Diffusion Preconditioners#
Preconditioning is an essential technique to improve the performance of diffusion models. It consists in scaling the latent state and the noise level that are passed to a network. Some preconditioning also requires to re-scale the output of the network. PhysicsNeMo provides a set of preconditioning classes that are wrappers around backbones or specialized architectures.
- class physicsnemo.models.diffusion.preconditioning.VPPrecond(*args, **kwargs)[source]#
Bases:
ModulePreconditioning corresponding to the variance preserving (VP) formulation.
- Parameters:
img_resolution (int) – Image resolution.
img_channels (int) – Number of color channels.
label_dim (int) – Number of class labels, 0 = unconditional, by default 0.
use_fp16 (bool) – Execute the underlying model at FP16 precision?, by default False.
beta_d (float) – Extent of the noise level schedule, by default 19.9.
beta_min (float) – Initial slope of the noise level schedule, by default 0.1.
M (int) – Original number of timesteps in the DDPM formulation, by default 1000.
epsilon_t (float) – Minimum t-value used during training, by default 1e-5.
model_type (str) – Class name of the underlying model, by default “SongUNet”.
**model_kwargs (dict) – Keyword arguments for the underlying model.
Note
Reference: Song, Y., Sohl-Dickstein, J., Kingma, D.P., Kumar, A., Ermon, S. and Poole, B., 2020. Score-based generative modeling through stochastic differential equations. arXiv preprint arXiv:2011.13456.
- round_sigma(sigma: float | List | Tensor)[source]#
Convert a given sigma value(s) to a tensor representation.
- Parameters:
sigma (Union[float list, torch.Tensor]) – The sigma value(s) to convert.
- Returns:
The tensor representation of the provided sigma value(s).
- Return type:
torch.Tensor
- sigma(t: float | Tensor)[source]#
Compute the sigma(t) value for a given t based on the VP formulation.

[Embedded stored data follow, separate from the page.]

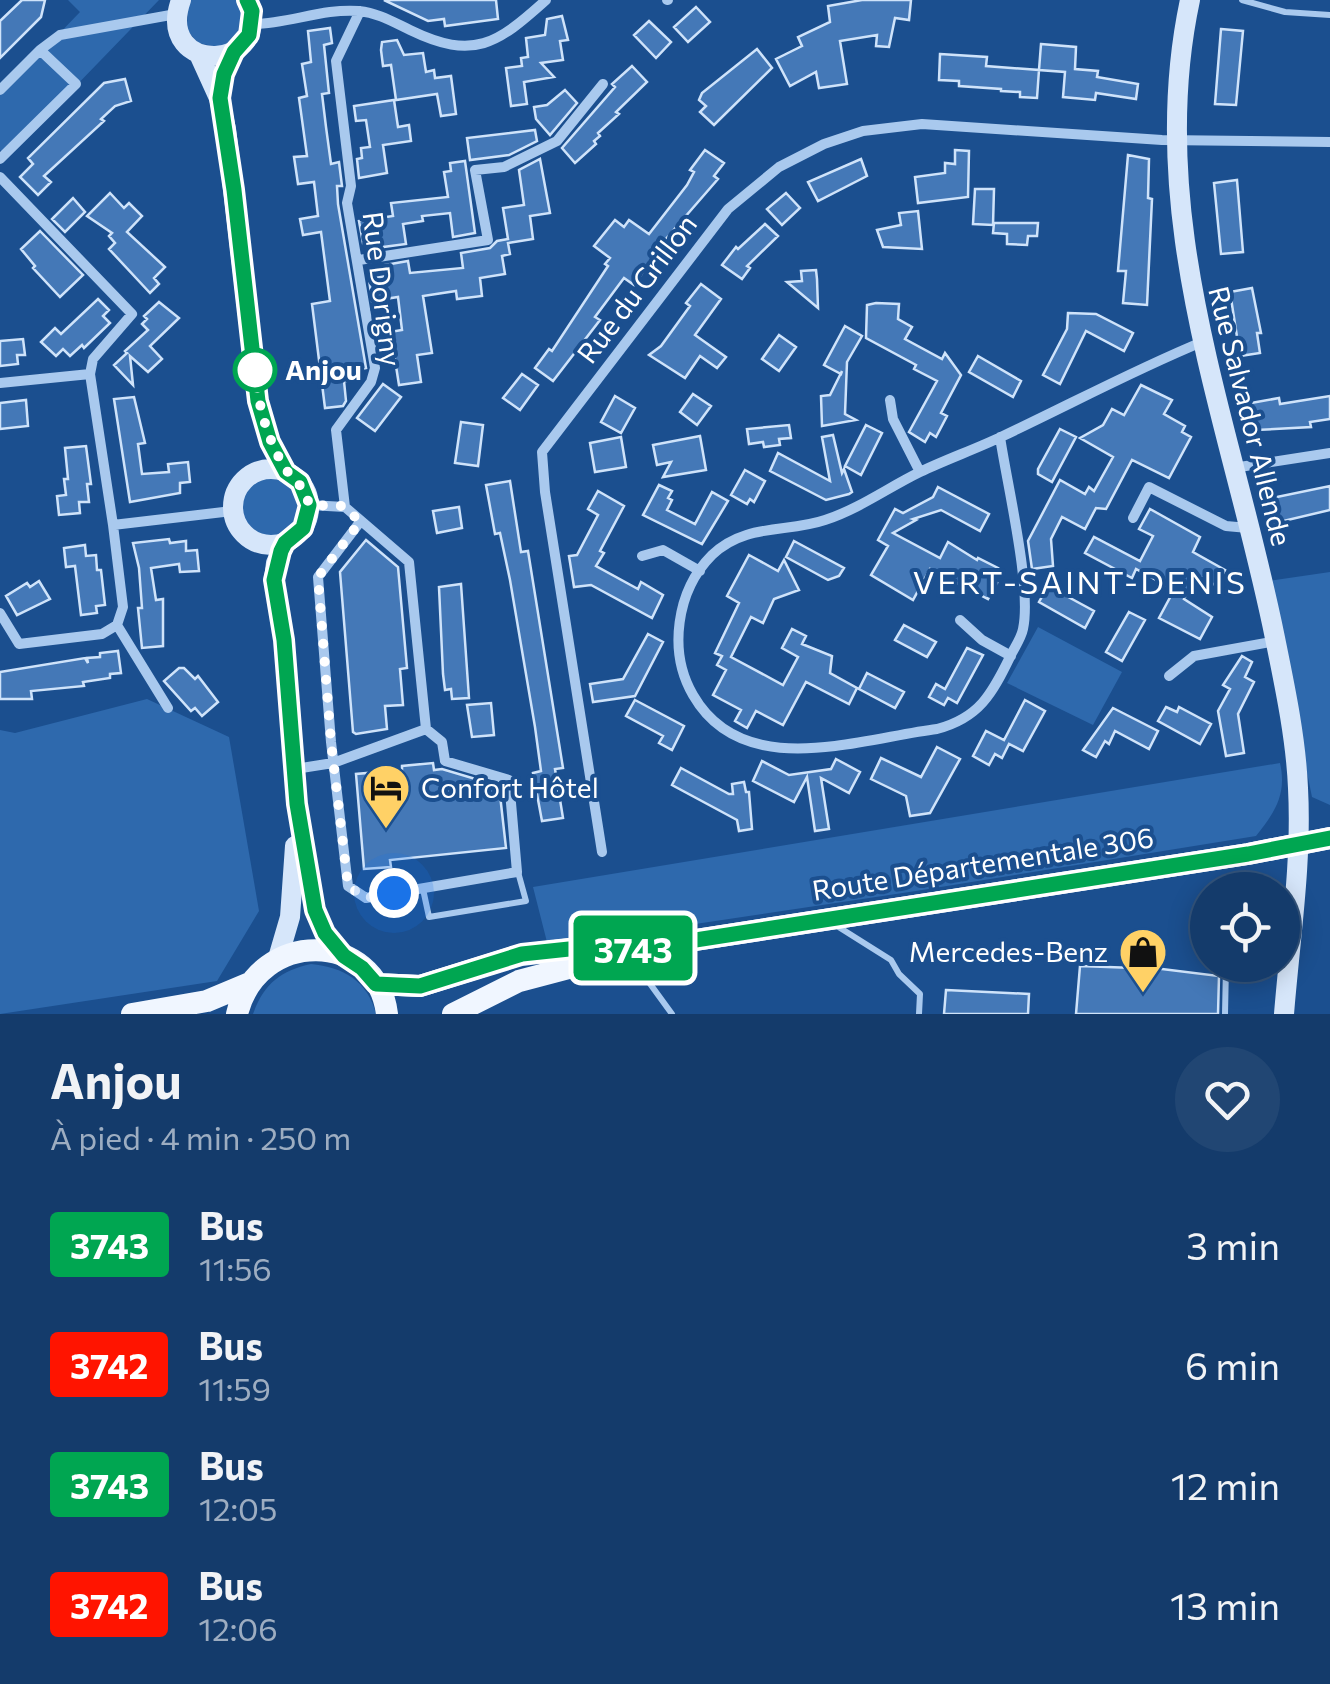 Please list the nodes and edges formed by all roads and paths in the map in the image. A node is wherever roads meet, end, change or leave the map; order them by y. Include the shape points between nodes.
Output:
1 (247, 0) edge
2 (331, 0) edge
3 (546, 0) edge
4 (1190, 0) edge
5 (1242, 0) edge
6 (179, 7) edge
7 (339, 11) junction
8 (360, 11) junction
9 (1330, 15) edge
10 (252, 24) junction
11 (40, 50) junction
12 (234, 52) junction
13 (199, 54) junction
14 (603, 84) dead end
15 (0, 90) edge
16 (220, 98) junction
17 (1177, 140) junction
18 (1330, 142) edge
19 (0, 160) edge
20 (0, 177) edge
21 (359, 260) junction
22 (1202, 342) junction
23 (90, 374) junction
24 (0, 383) edge
25 (890, 400) dead end
26 (1000, 437) junction
27 (270, 442) junction
28 (1330, 453) edge
29 (1234, 468) junction
30 (258, 470) junction
31 (286, 472) junction
32 (920, 472) junction
33 (309, 505) junction
34 (344, 506) junction
35 (232, 511) junction
36 (1133, 518) dead end
37 (360, 522) junction
38 (113, 525) junction
39 (1248, 528) junction
40 (252, 541) junction
41 (285, 543) junction
42 (642, 556) dead end
43 (700, 570) junction
44 (274, 580) junction
45 (0, 612) edge
46 (960, 620) dead end
47 (117, 625) junction
48 (1276, 641) junction
49 (1011, 656) junction
50 (1169, 676) dead end
51 (168, 708) dead end
52 (426, 728) junction
53 (333, 763) junction
54 (295, 769) junction
55 (297, 804) junction
56 (1330, 838) edge
57 (1298, 843) junction
58 (602, 852) dead end
59 (517, 872) junction
60 (423, 888) junction
61 (825, 918) junction
62 (644, 948) junction
63 (344, 956) junction
64 (278, 958) junction
65 (607, 959) junction
66 (1226, 982) edge
67 (250, 983) junction
68 (376, 984) junction
69 (132, 1014) edge
70 (238, 1014) edge
71 (388, 1014) edge
72 (453, 1014) edge
73 (672, 1014) edge
74 (919, 1014) edge
75 (1225, 1014) edge
76 (1284, 1014) edge

1 - 10 street
2 - 7 street
3 - 8 street via 498,40 476,46 434,42
4 - 17 street, Rue Salvador Allende
5 - 9 lane
6 - 11 street via 60,36
6 - 13 street via 178,30
7 - 8 street
7 - 10 street
8 - 21 street, Rue Dorigny via 336,62 352,186 347,203
10 - 12 street
11 - 15 street
11 - 19 street via 76,84
12 - 13 street
12 - 16 street
13 - 16 street
14 - 21 street via 557,141 504,167 475,170 488,240
16 - 27 street via 258,401
17 - 18 street, Rue du Grillon
17 - 22 street, Rue Salvador Allende via 1186,260
17 - 58 street, Rue du Grillon via 922,124 863,131 779,167 701,240 542,452
20 - 23 street via 132,314 93,360
21 - 34 street, Rue Dorigny via 375,368 336,430
22 - 26 street
22 - 29 street, Rue Salvador Allende
23 - 24 street
23 - 38 street
25 - 32 street
26 - 32 street
26 - 49 street via 1024,599 1023,631
27 - 30 street
27 - 31 street
28 - 29 street
29 - 39 street, Rue Salvador Allende
30 - 31 street
30 - 35 street via 241,482
31 - 33 street via 300,482
32 - 43 street via 824,521 740,536
33 - 34 street
33 - 41 street via 303,528
34 - 37 street
35 - 38 street
35 - 40 street
36 - 39 street via 1148,486 1226,526
37 - 52 street via 409,562
37 - 53 street via 318,577
38 - 47 street via 122,607
39 - 48 street, Rue Salvador Allende
40 - 41 street
40 - 44 street
41 - 44 street
42 - 43 street via 663,550
43 - 49 street via 682,605 678,635 689,688 731,735 779,749 955,724 983,706
44 - 54 street
45 - 47 street via 19,644 102,634
46 - 49 street
47 - 51 street
48 - 50 street via 1194,656
48 - 57 street, Rue Salvador Allende via 1298,786
52 - 53 street
52 - 59 street via 442,742 445,761 509,780
53 - 54 street
53 - 60 street via 348,886 366,898
54 - 55 street
55 - 63 street via 315,910
55 - 64 street via 290,918
56 - 57 main road, Route Départementale 306
57 - 61 main road, Route Départementale 306
57 - 76 street, Rue Salvador Allende
59 - 60 street
59 - 60 lane via 526,901 429,918
61 - 62 main road, Route Départementale 306
61 - 74 lane via 891,960 920,994
62 - 65 main road, Route Départementale 306
62 - 68 main road, Route Départementale 306 via 522,954 420,986
63 - 64 main road via 305,950
63 - 68 main road
64 - 67 main road
65 - 72 main road, Route Départementale 306 via 519,981
65 - 73 lane via 648,981
66 - 75 lane
67 - 69 main road via 207,1002
67 - 70 main road
68 - 71 main road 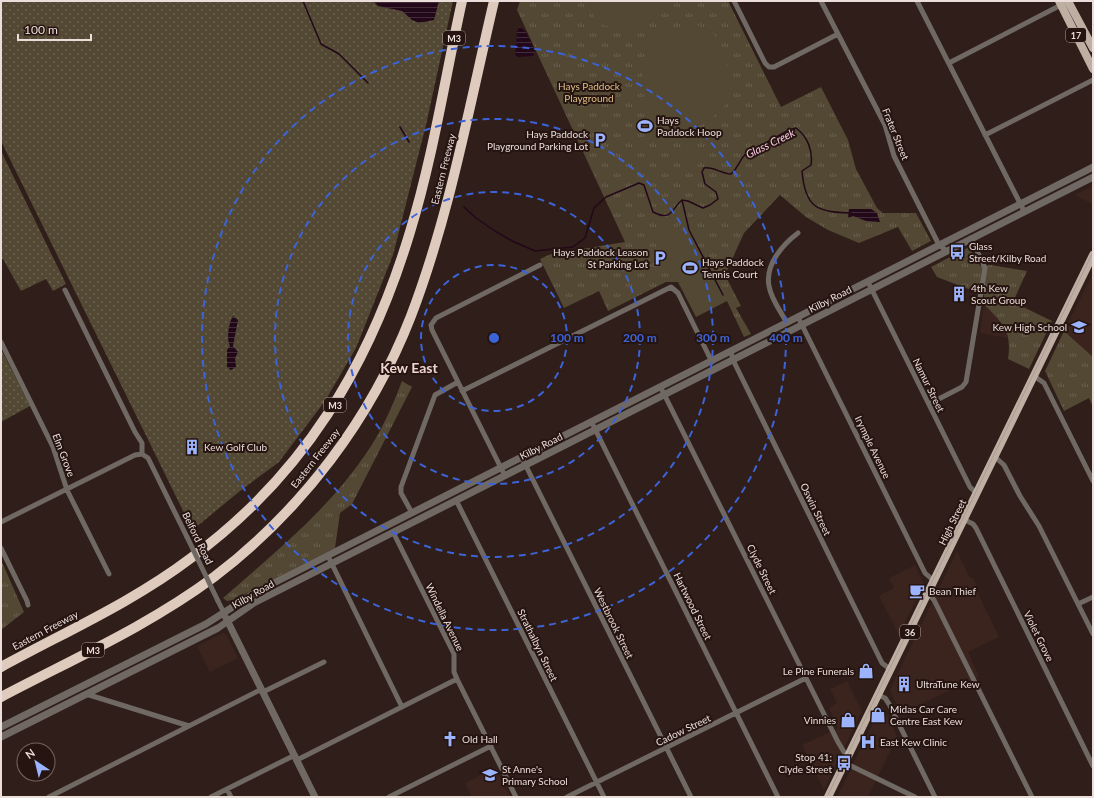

The function calculates the noise level schedule for the diffusion process based on the given parameters beta_d and beta_min.
- Parameters:
t (Union[float, torch.Tensor]) – The timestep or set of timesteps for which to compute sigma(t).
- Returns:
The computed sigma(t) value(s).
- Return type:
torch.Tensor
- sigma_inv(sigma: float | Tensor)[source]#
Compute the inverse of the sigma function for a given sigma.
This function effectively calculates t from a given sigma(t) based on the parameters beta_d and beta_min.
- Parameters:
sigma (Union[float, torch.Tensor]) – The sigma(t) value or set of sigma(t) values for which to compute the inverse.
- Returns:
The computed t value(s) corresponding to the provided sigma(t).
- Return type:
torch.Tensor
- class physicsnemo.models.diffusion.preconditioning.VEPrecond(*args, **kwargs)[source]#
Bases:
ModulePreconditioning corresponding to the variance exploding (VE) formulation.
- Parameters:
img_resolution (int) – Image resolution.
img_channels (int) – Number of color channels.
label_dim (int) – Number of class labels, 0 = unconditional, by default 0.
use_fp16 (bool) – Execute the underlying model at FP16 precision?, by default False.
sigma_min (float) – Minimum supported noise level, by default 0.02.
sigma_max (float) – Maximum supported noise level, by default 100.0.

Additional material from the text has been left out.